限りある命はどう燃やすのか。

なんだか、重いタイトルですが、猫の話です。

ニッキは、以前に借りていた家の庭にあった壊れかけた物置で、ほかの3匹の兄弟と一緒に生まれました。
去年の春に死んだ「でか犬」のレオが一生懸命舐めて育てました。

他の3匹は友人たちにもらわれていきましたが、ニッキだけが残り、家で育てる事にしました。

小さいときからなんだかドジで、レオによく蹴られたりしましたが、無事に大きくなって、とても美しいキジトラの雄になりました。

とても気だての優しい子で、1年後から家族になった「猟奇的な彼女」の小夏には、なんでも譲ってしまう遠慮がちなやつでした。

そのニッキが変わったのは去年の夏でした。
はじめに三日ほど帰ってこないときがありました。
それまで、ずっと家で小夏と遊びまくっていたので、ずいぶん心配しましたが、夜にこっそり帰ってきて、ご飯を食べていました。

それ以来、彼は「半野良」になりました。

特にこの春は、どこかに彼女でもできたのか、三日、四日と家を空ける事が多くなり、小夏とも遊ばなくなりました。

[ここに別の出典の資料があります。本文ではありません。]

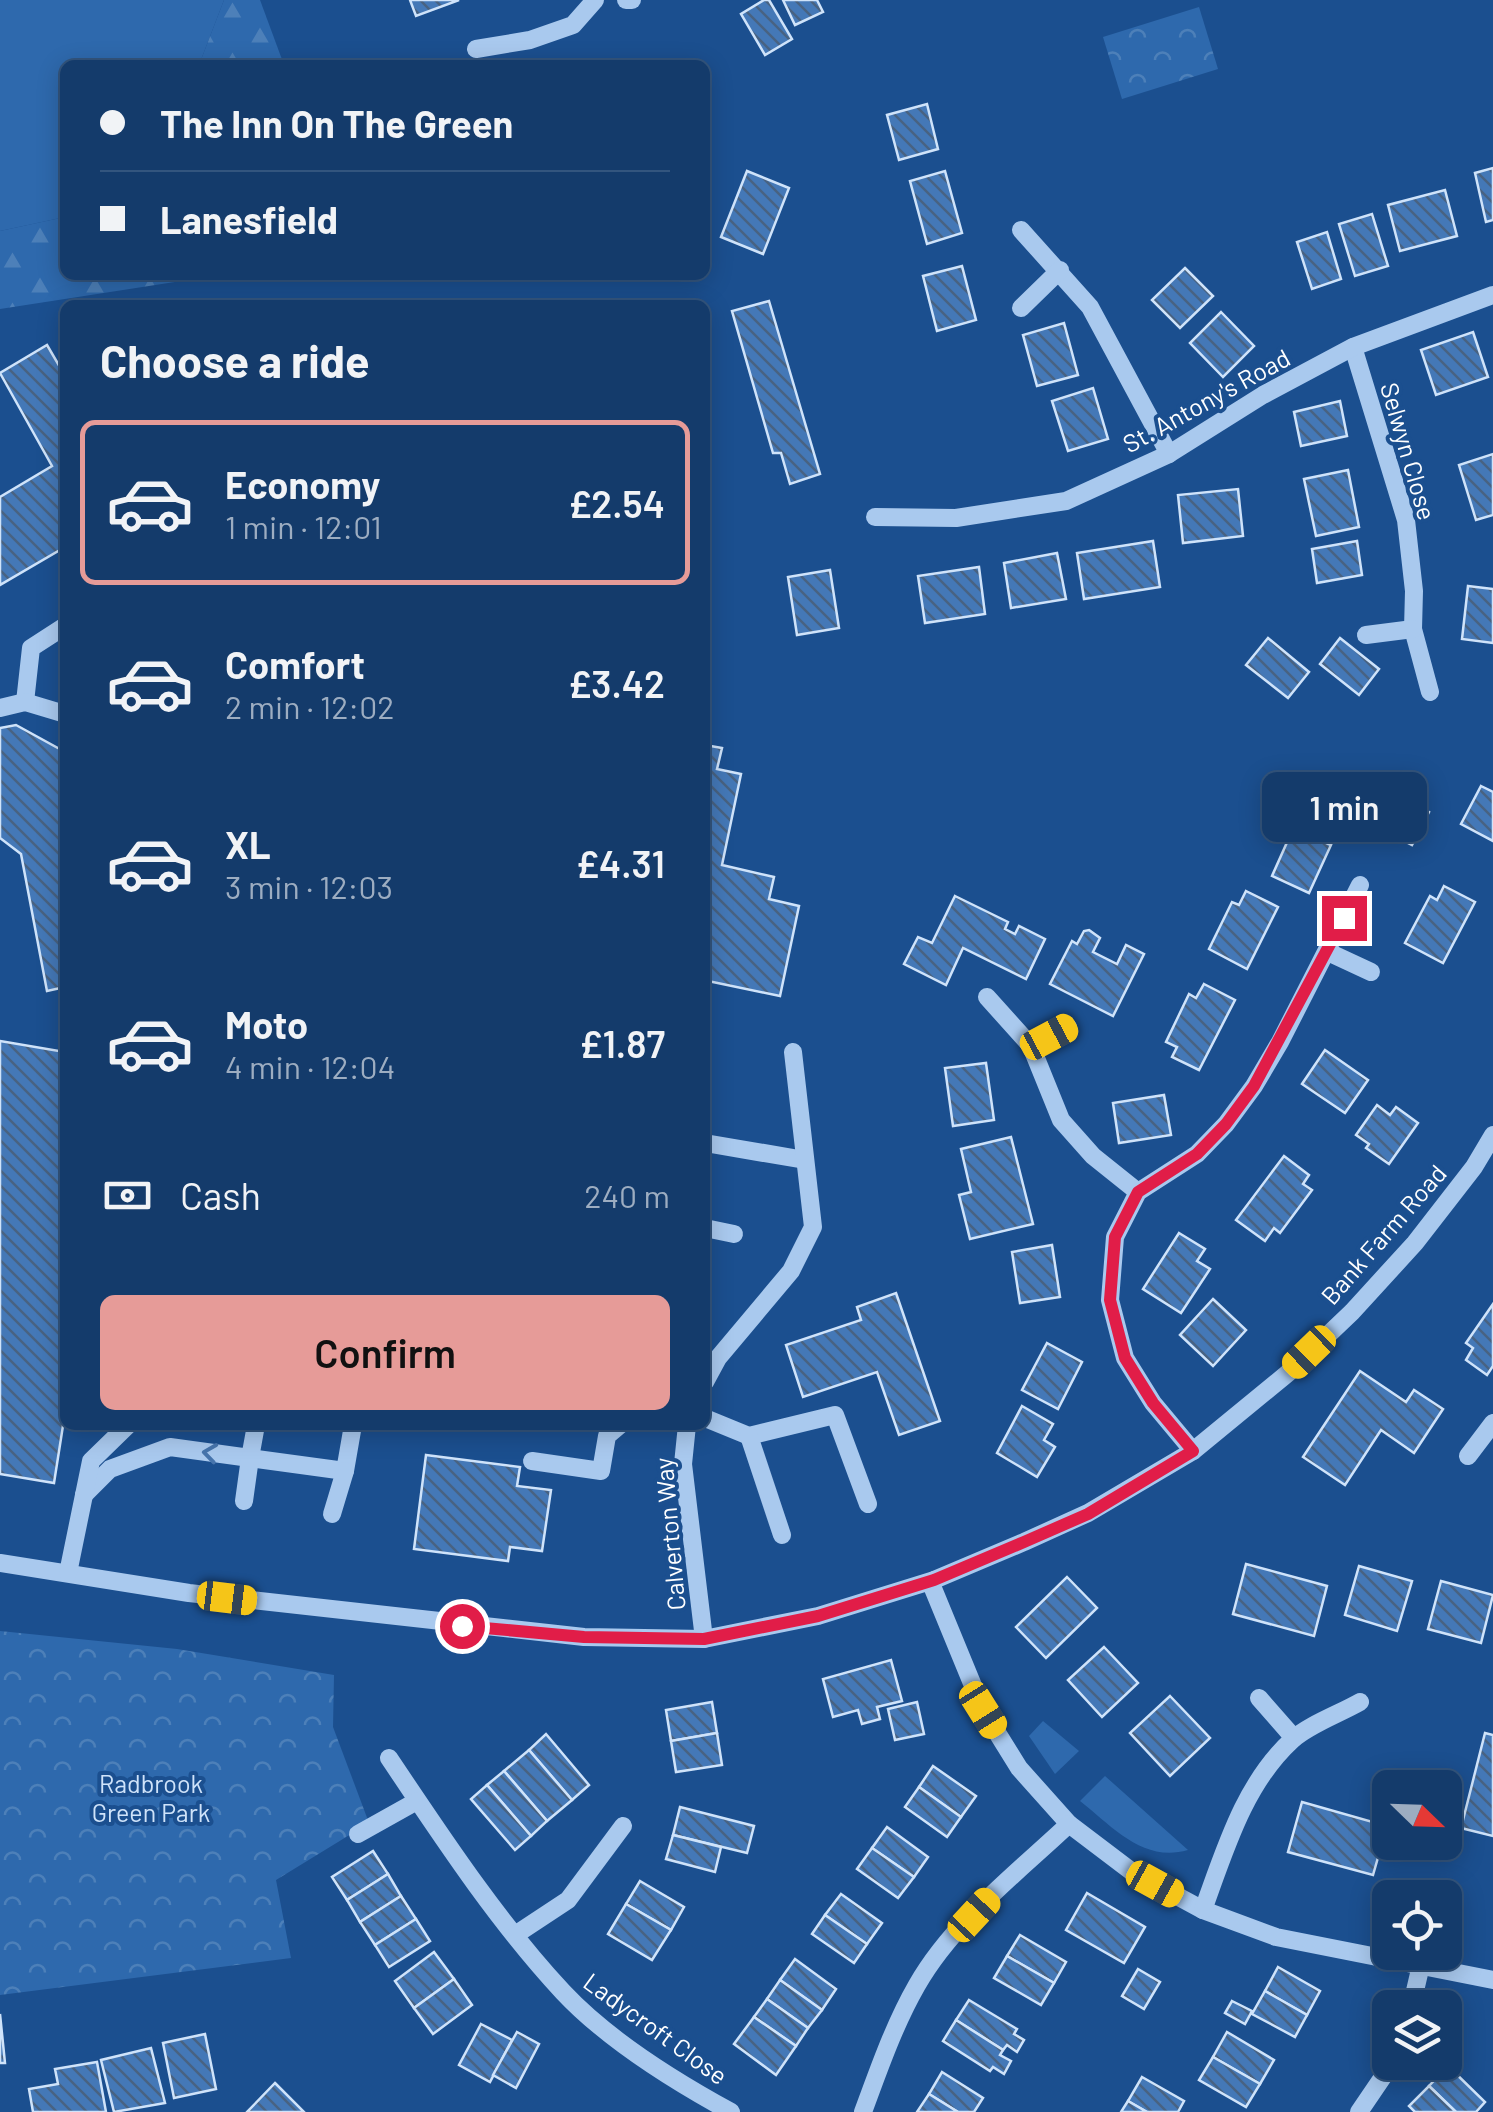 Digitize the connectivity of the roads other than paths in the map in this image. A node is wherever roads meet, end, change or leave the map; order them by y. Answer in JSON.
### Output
{"nodes":[{"id":1,"x":596,"y":0,"type":"edge"},
{"id":2,"x":476,"y":49,"type":"dead end"},
{"id":3,"x":1021,"y":230,"type":"dead end"},
{"id":4,"x":1060,"y":270,"type":"junction"},
{"id":5,"x":1493,"y":295,"type":"edge"},
{"id":6,"x":1021,"y":308,"type":"dead end"},
{"id":7,"x":1353,"y":347,"type":"junction"},
{"id":8,"x":1170,"y":454,"type":"junction"},
{"id":9,"x":875,"y":518,"type":"dead end"},
{"id":10,"x":60,"y":629,"type":"edge"},
{"id":11,"x":1412,"y":629,"type":"junction"},
{"id":12,"x":1366,"y":635,"type":"dead end"},
{"id":13,"x":1430,"y":692,"type":"dead end"},
{"id":14,"x":26,"y":702,"type":"junction"},
{"id":15,"x":0,"y":708,"type":"edge"},
{"id":16,"x":60,"y":712,"type":"edge"},
{"id":17,"x":1360,"y":885,"type":"dead end"},
{"id":18,"x":1328,"y":952,"type":"junction"},
{"id":19,"x":1370,"y":972,"type":"dead end"},
{"id":20,"x":987,"y":997,"type":"dead end"},
{"id":21,"x":1068,"y":1027,"type":"dead end"},
{"id":22,"x":1030,"y":1046,"type":"junction"},
{"id":23,"x":793,"y":1052,"type":"dead end"},
{"id":24,"x":1493,"y":1135,"type":"edge"},
{"id":25,"x":710,"y":1144,"type":"edge"},
{"id":26,"x":804,"y":1158,"type":"junction"},
{"id":27,"x":1138,"y":1192,"type":"junction"},
{"id":28,"x":710,"y":1229,"type":"edge"},
{"id":29,"x":734,"y":1234,"type":"dead end"},
{"id":30,"x":710,"y":1373,"type":"edge"},
{"id":31,"x":710,"y":1420,"type":"edge"},
{"id":32,"x":1493,"y":1423,"type":"edge"},
{"id":33,"x":123,"y":1430,"type":"edge"},
{"id":34,"x":255,"y":1430,"type":"edge"},
{"id":35,"x":352,"y":1430,"type":"edge"},
{"id":36,"x":614,"y":1430,"type":"edge"},
{"id":37,"x":687,"y":1430,"type":"edge"},
{"id":38,"x":749,"y":1436,"type":"junction"},
{"id":39,"x":1193,"y":1451,"type":"junction"},
{"id":40,"x":1468,"y":1456,"type":"dead end"},
{"id":41,"x":250,"y":1458,"type":"junction"},
{"id":42,"x":532,"y":1461,"type":"dead end"},
{"id":43,"x":345,"y":1472,"type":"junction"},
{"id":44,"x":84,"y":1495,"type":"junction"},
{"id":45,"x":244,"y":1501,"type":"dead end"},
{"id":46,"x":868,"y":1504,"type":"dead end"},
{"id":47,"x":332,"y":1514,"type":"dead end"},
{"id":48,"x":782,"y":1535,"type":"dead end"},
{"id":49,"x":0,"y":1563,"type":"edge"},
{"id":50,"x":68,"y":1573,"type":"junction"},
{"id":51,"x":934,"y":1580,"type":"junction"},
{"id":52,"x":704,"y":1639,"type":"junction"},
{"id":53,"x":1259,"y":1698,"type":"dead end"},
{"id":54,"x":1360,"y":1702,"type":"dead end"},
{"id":55,"x":1294,"y":1738,"type":"junction"},
{"id":56,"x":388,"y":1758,"type":"dead end"},
{"id":57,"x":418,"y":1801,"type":"junction"},
{"id":58,"x":1069,"y":1824,"type":"junction"},
{"id":59,"x":623,"y":1826,"type":"dead end"},
{"id":60,"x":358,"y":1834,"type":"dead end"},
{"id":61,"x":1203,"y":1910,"type":"junction"},
{"id":62,"x":515,"y":1936,"type":"junction"},
{"id":63,"x":1372,"y":1956,"type":"edge"},
{"id":64,"x":1445,"y":1970,"type":"edge"},
{"id":65,"x":1493,"y":1980,"type":"edge"},
{"id":66,"x":1380,"y":2080,"type":"edge"},
{"id":67,"x":732,"y":2112,"type":"edge"},
{"id":68,"x":863,"y":2112,"type":"edge"},
{"id":69,"x":1359,"y":2112,"type":"edge"}],
"edges":[{"from":1,"to":2,"type":"street"},
{"from":3,"to":4,"type":"street"},
{"from":4,"to":6,"type":"street"},
{"from":4,"to":8,"type":"street"},
{"from":5,"to":7,"type":"street","name":"St. Antony's Road"},
{"from":7,"to":8,"type":"street","name":"St. Antony's Road"},
{"from":7,"to":11,"type":"street","name":"Selwyn Close"},
{"from":8,"to":9,"type":"street","name":"St. Antony's Road"},
{"from":10,"to":14,"type":"street"},
{"from":11,"to":12,"type":"street"},
{"from":11,"to":13,"type":"street","name":"Selwyn Close"},
{"from":14,"to":15,"type":"street"},
{"from":14,"to":16,"type":"street"},
{"from":17,"to":18,"type":"street"},
{"from":18,"to":19,"type":"street"},
{"from":18,"to":27,"type":"street"},
{"from":20,"to":22,"type":"street"},
{"from":21,"to":22,"type":"street"},
{"from":22,"to":27,"type":"street"},
{"from":23,"to":26,"type":"street"},
{"from":24,"to":39,"type":"street","name":"Bank Farm Road"},
{"from":25,"to":26,"type":"street"},
{"from":26,"to":30,"type":"street"},
{"from":27,"to":39,"type":"street"},
{"from":28,"to":29,"type":"street"},
{"from":31,"to":38,"type":"street"},
{"from":32,"to":40,"type":"street"},
{"from":33,"to":44,"type":"street"},
{"from":34,"to":41,"type":"street"},
{"from":35,"to":43,"type":"street"},
{"from":36,"to":42,"type":"street"},
{"from":37,"to":52,"type":"street","name":"Calverton Way"},
{"from":38,"to":46,"type":"street"},
{"from":38,"to":48,"type":"street"},
{"from":39,"to":51,"type":"street","name":"Bank Farm Road"},
{"from":41,"to":43,"type":"street"},
{"from":41,"to":44,"type":"street","one_way":true},
{"from":41,"to":45,"type":"street"},
{"from":43,"to":47,"type":"street"},
{"from":44,"to":50,"type":"street"},
{"from":49,"to":50,"type":"street","name":"Bank Farm Road"},
{"from":50,"to":52,"type":"street","name":"Bank Farm Road"},
{"from":51,"to":52,"type":"street","name":"Bank Farm Road"},
{"from":51,"to":58,"type":"street"},
{"from":53,"to":55,"type":"street"},
{"from":54,"to":55,"type":"street"},
{"from":55,"to":61,"type":"street"},
{"from":56,"to":57,"type":"street","name":"Ladycroft Close"},
{"from":57,"to":60,"type":"street"},
{"from":57,"to":62,"type":"street","name":"Ladycroft Close"},
{"from":58,"to":61,"type":"street"},
{"from":58,"to":68,"type":"street"},
{"from":59,"to":62,"type":"street"},
{"from":61,"to":63,"type":"street"},
{"from":62,"to":67,"type":"street","name":"Ladycroft Close"},
{"from":64,"to":65,"type":"street"},
{"from":66,"to":69,"type":"street"}]}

家にいるときも、どこか上の空でよそよそしい感じでした。
体も大きくなり、以前の優しい感じは消えて、どこかの雄猫と縄張り争いでもあるのか、生傷が絶えなくなりました。

7月の初めにまた、フイッとどこかに出かけ、一週間経っても帰ってきませんでした。
これは車に轢かれでもしたか、と思い、もう死んでいるかもしれないとあきらめかけたとき、夜中に帰ってきました。
がりがりに痩せて、後の左脚が血だらけでした。

医者は「悪くすると切断」と言って、抗生剤と軟膏と消毒液をくれました。

彼は「エリザベス」をつけられて、毎日2回、骨の突き出た肉の塊になった、足指を消毒される事となりました。

幸い、一週間の治療の甲斐があって、切断は免れる事になりました。
ガリガリだった体も、毎日、食っちゃ寝の暮らしで大分元に戻りました。

ところが、「良かった、良かった」と家族で安心していた昨日の夜、窮屈な「エリザベス」を外して、食事と排便の後、消毒をしようと用意をしているわずかの間に、ニッキはいなくなっていました。

 

ニッキ with エリザベス

ニッキwithエリザベス

ほんの1、2分の事でした。

また、庭でうんちをしているかも、と思い、あちこち名前を呼びながら探しましたが、返事はありませんでした。

まだ、指の骨が突き出たままの足で、彼はどこかに行ってしまったのです。

今朝は珍しく6時前に目が覚めました。起きてまず、ニッキを探しましたが、帰ってきた様子はありませんでした。
今度こそ、死んでしまうかもしれない、と心配しながら、どこか私は、ニッキをうらやましく、そして誇らしく感じていました。

後生大事に守り続けて、いったい何のための命だろう。
この一瞬を燃やし尽くし、そして果てたとしても、何の悔いがあるだろう。
それこそ、この命の本当の意味、生き甲斐じゃないだろうか。

ニッキの命、そして自分の命を思いながら、溝の草を引きました。